■ Work instruction:
All lines holding the word "main" are to be copied from the records beneath.

■ Entries provided:
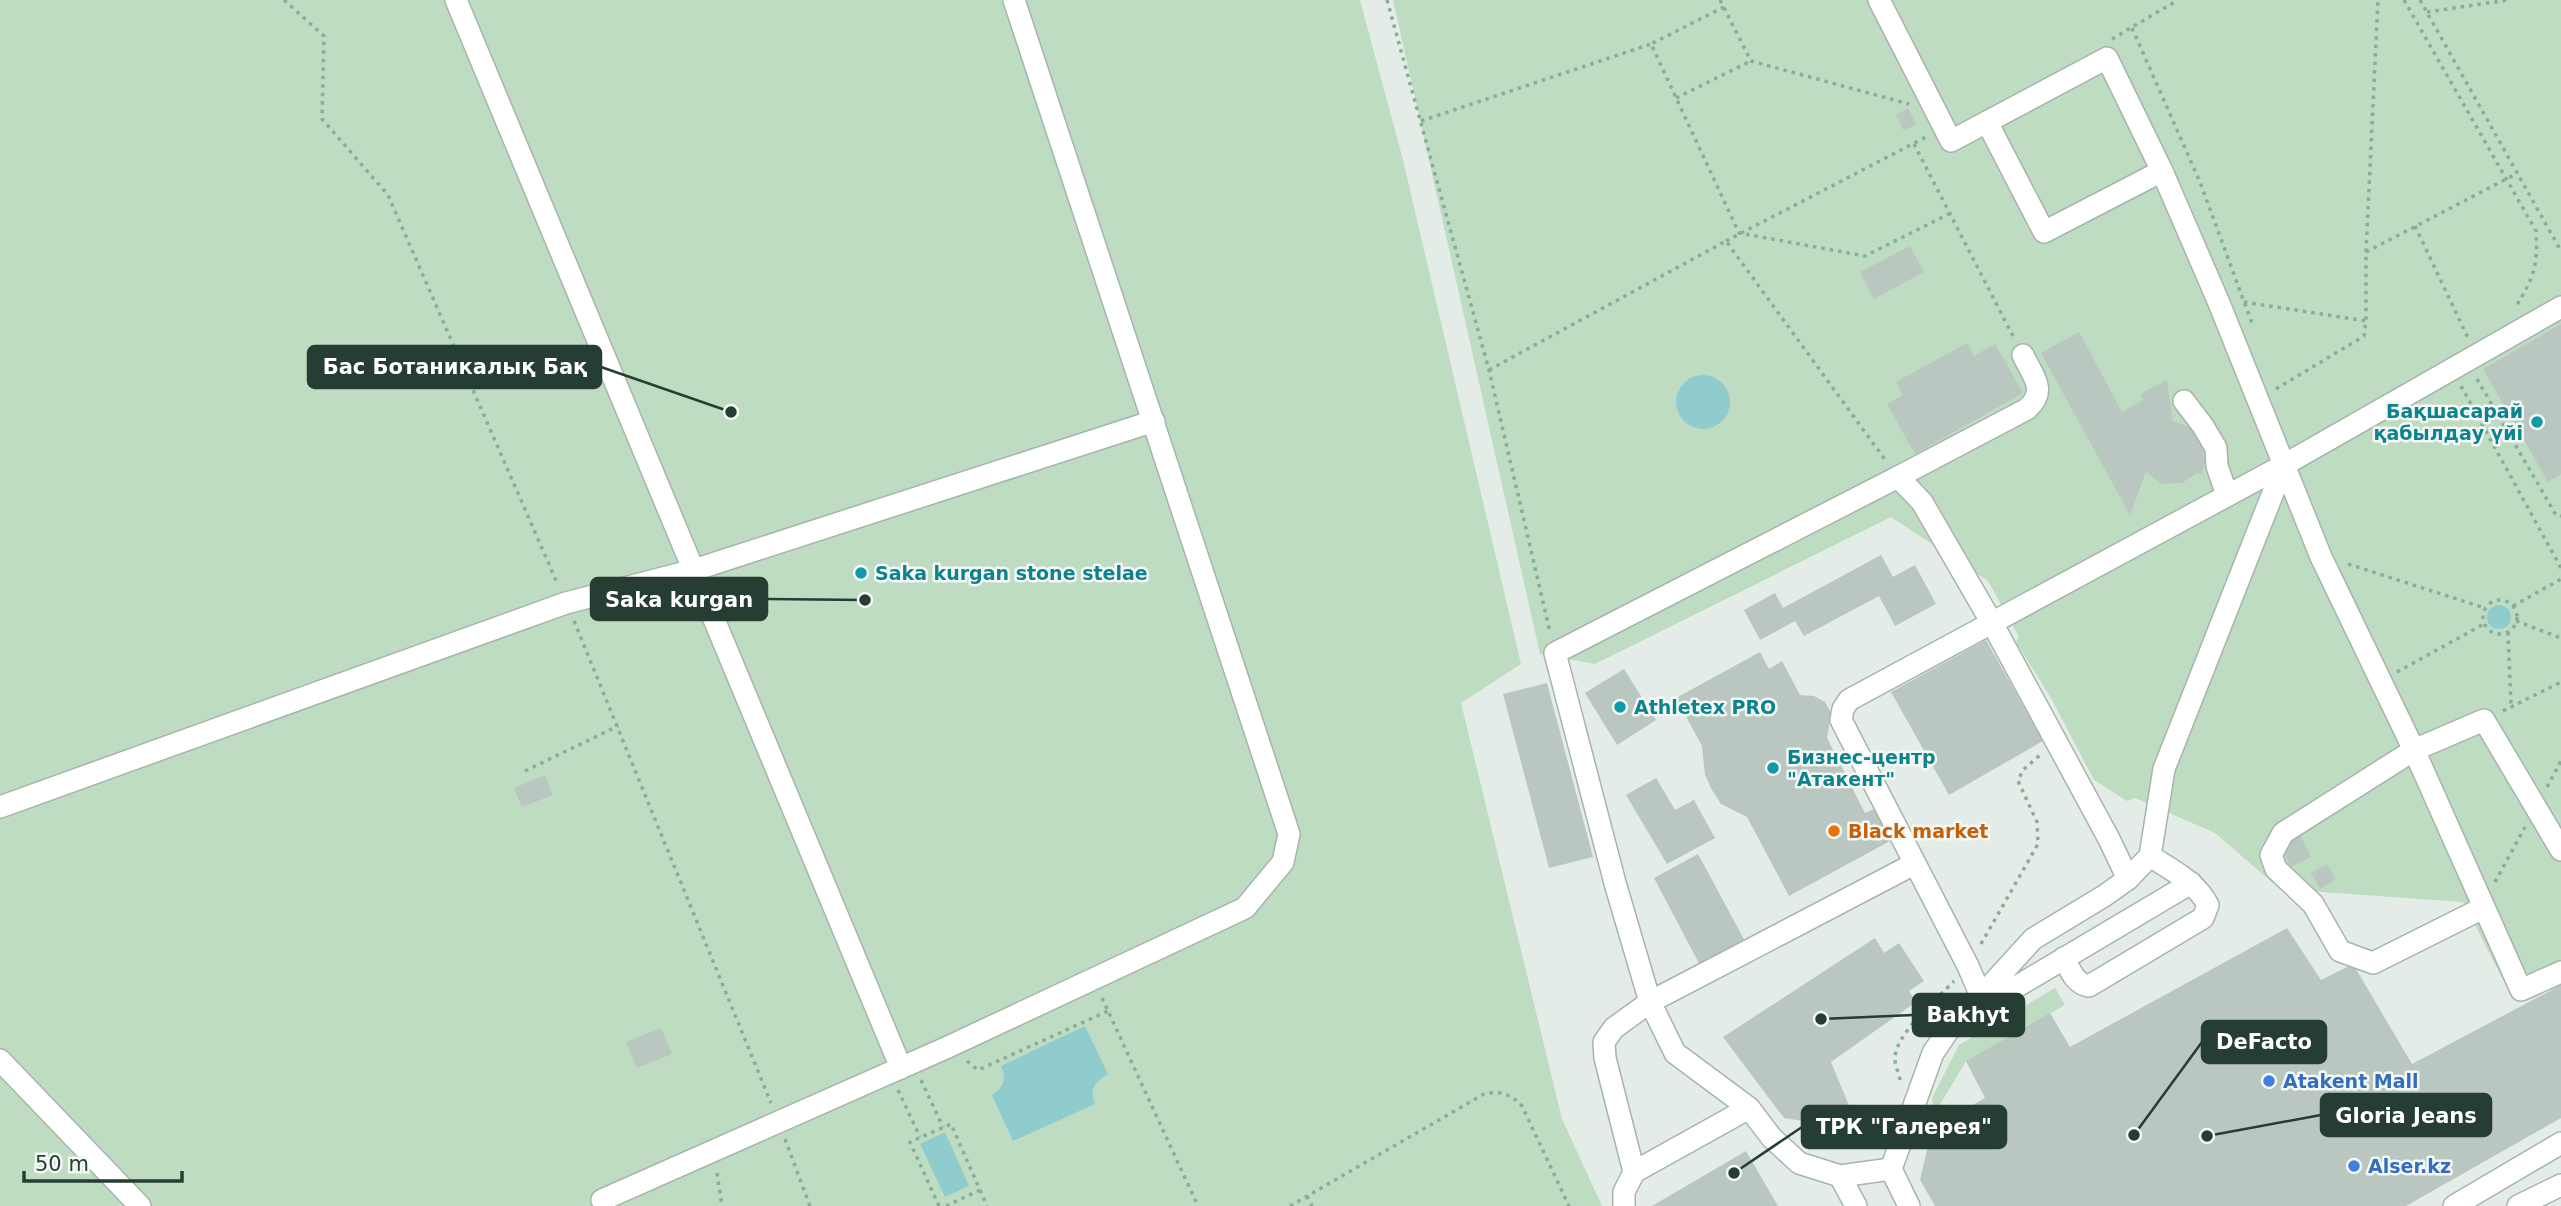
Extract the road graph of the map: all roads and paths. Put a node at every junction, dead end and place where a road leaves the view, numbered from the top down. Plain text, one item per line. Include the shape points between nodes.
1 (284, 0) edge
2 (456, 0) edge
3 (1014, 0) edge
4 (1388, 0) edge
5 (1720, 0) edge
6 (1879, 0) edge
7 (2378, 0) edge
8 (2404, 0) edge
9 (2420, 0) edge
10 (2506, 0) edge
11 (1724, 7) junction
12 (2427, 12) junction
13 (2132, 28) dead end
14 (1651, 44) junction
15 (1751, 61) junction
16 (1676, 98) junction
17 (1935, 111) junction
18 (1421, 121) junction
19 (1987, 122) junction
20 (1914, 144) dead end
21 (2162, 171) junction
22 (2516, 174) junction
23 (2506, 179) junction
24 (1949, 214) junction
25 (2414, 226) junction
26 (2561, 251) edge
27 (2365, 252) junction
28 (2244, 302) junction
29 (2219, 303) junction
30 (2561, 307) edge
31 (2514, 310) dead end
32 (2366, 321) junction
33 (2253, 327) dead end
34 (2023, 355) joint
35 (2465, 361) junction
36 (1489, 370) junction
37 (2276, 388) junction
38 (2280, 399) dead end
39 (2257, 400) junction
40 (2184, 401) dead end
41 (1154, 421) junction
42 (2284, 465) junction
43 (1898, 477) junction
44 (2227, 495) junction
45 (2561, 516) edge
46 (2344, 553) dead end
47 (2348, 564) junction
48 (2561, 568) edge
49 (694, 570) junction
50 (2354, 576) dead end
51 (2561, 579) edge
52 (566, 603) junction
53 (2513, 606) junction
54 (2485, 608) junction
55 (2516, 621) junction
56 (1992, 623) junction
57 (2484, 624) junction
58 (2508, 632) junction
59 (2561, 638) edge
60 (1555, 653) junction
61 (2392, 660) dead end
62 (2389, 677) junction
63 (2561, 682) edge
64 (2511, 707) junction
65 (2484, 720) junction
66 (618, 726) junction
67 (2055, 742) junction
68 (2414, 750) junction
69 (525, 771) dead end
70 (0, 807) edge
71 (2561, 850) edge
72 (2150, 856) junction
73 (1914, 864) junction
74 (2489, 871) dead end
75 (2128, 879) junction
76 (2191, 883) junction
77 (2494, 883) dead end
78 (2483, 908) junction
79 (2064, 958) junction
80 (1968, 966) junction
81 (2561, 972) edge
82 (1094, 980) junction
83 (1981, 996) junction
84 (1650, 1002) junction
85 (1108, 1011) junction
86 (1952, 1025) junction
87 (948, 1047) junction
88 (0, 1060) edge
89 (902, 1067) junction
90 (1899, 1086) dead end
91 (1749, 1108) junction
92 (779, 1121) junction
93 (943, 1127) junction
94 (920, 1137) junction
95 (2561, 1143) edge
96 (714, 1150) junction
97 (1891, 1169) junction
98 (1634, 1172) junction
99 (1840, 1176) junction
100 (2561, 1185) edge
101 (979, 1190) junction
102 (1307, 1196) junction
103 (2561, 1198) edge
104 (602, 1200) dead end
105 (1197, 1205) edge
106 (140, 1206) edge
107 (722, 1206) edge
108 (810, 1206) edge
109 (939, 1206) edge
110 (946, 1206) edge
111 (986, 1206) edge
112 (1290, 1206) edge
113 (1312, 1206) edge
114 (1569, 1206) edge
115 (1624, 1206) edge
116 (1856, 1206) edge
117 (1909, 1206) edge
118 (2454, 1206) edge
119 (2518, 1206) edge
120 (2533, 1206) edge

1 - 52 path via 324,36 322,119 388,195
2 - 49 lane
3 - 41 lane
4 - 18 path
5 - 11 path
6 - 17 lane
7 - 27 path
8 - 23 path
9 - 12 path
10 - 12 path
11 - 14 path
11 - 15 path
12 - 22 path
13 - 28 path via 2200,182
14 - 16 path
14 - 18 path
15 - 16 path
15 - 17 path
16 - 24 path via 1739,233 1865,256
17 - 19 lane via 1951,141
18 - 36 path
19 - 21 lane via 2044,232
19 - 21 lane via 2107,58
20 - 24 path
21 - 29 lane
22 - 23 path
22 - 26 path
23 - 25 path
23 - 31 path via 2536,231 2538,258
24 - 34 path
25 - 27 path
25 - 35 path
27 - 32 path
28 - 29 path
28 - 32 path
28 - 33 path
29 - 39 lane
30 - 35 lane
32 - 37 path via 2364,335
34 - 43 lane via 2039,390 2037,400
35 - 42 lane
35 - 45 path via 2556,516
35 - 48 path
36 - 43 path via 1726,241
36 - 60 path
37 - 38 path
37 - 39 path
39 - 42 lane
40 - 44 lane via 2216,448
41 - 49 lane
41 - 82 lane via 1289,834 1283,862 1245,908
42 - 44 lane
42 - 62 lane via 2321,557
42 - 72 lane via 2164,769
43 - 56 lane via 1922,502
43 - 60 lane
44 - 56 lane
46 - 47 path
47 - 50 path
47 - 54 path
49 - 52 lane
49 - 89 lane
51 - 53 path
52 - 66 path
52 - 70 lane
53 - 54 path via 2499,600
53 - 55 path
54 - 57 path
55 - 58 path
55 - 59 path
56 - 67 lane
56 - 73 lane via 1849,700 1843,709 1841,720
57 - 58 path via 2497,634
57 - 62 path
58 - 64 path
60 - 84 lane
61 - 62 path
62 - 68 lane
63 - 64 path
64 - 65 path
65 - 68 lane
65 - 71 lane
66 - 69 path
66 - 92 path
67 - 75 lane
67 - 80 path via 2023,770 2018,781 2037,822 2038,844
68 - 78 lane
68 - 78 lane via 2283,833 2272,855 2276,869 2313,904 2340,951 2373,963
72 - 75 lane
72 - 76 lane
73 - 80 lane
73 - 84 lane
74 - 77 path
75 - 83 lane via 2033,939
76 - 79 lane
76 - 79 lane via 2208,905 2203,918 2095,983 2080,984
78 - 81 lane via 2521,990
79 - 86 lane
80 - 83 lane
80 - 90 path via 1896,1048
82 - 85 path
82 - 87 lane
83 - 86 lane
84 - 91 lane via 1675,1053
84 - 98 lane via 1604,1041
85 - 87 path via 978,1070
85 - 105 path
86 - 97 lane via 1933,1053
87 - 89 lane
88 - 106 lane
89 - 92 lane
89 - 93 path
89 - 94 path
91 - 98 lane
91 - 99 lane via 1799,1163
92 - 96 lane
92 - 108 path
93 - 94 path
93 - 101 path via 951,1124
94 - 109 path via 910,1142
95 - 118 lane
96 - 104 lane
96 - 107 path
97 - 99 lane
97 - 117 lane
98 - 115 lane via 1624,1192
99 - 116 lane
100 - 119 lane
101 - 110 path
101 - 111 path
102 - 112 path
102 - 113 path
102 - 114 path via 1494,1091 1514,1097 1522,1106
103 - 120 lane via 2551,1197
...
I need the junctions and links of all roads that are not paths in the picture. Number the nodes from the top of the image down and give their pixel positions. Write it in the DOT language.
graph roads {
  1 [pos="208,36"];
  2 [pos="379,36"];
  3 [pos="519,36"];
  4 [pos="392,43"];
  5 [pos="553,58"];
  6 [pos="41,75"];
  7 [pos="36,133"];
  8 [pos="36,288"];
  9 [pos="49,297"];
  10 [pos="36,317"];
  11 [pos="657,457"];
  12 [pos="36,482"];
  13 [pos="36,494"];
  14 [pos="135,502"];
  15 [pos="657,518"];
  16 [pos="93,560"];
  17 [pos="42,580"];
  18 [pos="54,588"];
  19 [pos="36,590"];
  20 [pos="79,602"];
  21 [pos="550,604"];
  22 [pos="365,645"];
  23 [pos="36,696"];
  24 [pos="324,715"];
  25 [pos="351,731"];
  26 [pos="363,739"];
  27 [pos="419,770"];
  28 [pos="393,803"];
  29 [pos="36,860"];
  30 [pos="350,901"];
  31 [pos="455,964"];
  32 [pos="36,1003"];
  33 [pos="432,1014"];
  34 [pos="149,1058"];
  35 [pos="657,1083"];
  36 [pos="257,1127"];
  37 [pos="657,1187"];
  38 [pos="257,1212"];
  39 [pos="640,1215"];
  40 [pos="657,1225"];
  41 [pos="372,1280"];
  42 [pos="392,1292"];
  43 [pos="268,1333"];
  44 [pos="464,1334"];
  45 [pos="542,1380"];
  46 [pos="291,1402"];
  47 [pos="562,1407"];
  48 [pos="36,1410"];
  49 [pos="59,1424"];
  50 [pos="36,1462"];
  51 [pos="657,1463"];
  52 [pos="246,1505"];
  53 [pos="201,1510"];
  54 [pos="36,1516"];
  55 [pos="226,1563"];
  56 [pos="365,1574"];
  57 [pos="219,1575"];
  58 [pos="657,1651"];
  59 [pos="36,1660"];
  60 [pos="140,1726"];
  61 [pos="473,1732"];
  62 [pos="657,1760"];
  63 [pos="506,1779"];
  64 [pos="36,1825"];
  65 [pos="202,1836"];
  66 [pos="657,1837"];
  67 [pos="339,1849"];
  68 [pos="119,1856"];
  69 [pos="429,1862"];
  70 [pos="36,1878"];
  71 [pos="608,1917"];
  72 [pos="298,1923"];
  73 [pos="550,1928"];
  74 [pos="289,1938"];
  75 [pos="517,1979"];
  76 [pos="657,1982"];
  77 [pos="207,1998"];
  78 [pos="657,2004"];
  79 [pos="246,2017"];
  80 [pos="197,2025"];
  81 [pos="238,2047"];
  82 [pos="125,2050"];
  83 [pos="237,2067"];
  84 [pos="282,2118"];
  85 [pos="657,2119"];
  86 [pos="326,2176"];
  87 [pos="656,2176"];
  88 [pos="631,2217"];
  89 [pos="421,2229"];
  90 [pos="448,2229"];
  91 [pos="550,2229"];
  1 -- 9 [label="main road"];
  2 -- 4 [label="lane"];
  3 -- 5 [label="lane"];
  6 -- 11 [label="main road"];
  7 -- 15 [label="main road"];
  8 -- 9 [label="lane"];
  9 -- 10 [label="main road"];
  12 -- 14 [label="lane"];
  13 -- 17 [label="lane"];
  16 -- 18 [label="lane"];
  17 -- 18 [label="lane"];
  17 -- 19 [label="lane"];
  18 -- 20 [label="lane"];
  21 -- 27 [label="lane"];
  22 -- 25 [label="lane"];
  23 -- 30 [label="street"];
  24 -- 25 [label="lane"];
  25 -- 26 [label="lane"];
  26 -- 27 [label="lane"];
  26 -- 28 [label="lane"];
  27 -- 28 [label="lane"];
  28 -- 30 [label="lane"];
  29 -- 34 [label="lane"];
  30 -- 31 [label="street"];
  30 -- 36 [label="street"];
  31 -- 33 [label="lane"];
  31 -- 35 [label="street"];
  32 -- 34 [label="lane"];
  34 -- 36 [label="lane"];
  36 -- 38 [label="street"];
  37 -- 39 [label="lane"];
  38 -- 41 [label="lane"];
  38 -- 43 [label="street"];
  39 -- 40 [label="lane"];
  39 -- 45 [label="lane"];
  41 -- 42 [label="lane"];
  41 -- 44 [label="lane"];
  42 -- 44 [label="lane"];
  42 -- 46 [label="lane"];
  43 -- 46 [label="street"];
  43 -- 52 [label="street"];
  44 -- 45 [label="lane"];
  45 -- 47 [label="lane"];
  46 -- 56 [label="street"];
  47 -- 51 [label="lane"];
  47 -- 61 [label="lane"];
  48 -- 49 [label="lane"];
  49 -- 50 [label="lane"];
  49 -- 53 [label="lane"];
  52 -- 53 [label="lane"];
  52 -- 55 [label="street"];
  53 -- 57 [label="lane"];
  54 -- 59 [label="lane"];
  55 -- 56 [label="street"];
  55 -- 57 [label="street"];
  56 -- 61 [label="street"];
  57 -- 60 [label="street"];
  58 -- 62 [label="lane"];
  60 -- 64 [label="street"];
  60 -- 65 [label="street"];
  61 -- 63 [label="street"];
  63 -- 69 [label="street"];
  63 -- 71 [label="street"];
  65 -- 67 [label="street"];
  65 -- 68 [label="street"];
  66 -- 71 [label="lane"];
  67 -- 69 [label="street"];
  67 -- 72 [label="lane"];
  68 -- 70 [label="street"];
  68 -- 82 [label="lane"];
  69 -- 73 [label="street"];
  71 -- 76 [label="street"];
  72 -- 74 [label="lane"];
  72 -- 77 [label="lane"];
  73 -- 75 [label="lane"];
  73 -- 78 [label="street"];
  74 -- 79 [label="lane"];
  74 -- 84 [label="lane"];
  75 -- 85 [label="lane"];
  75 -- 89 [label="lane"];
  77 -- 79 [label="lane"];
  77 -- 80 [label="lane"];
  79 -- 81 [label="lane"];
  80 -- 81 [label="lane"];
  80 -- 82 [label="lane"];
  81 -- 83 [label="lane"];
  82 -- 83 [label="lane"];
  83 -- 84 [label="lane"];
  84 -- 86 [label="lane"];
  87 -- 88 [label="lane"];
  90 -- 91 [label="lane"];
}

■ Task answer:
  1 -- 9 [label="main road"];
  6 -- 11 [label="main road"];
  7 -- 15 [label="main road"];
  9 -- 10 [label="main road"];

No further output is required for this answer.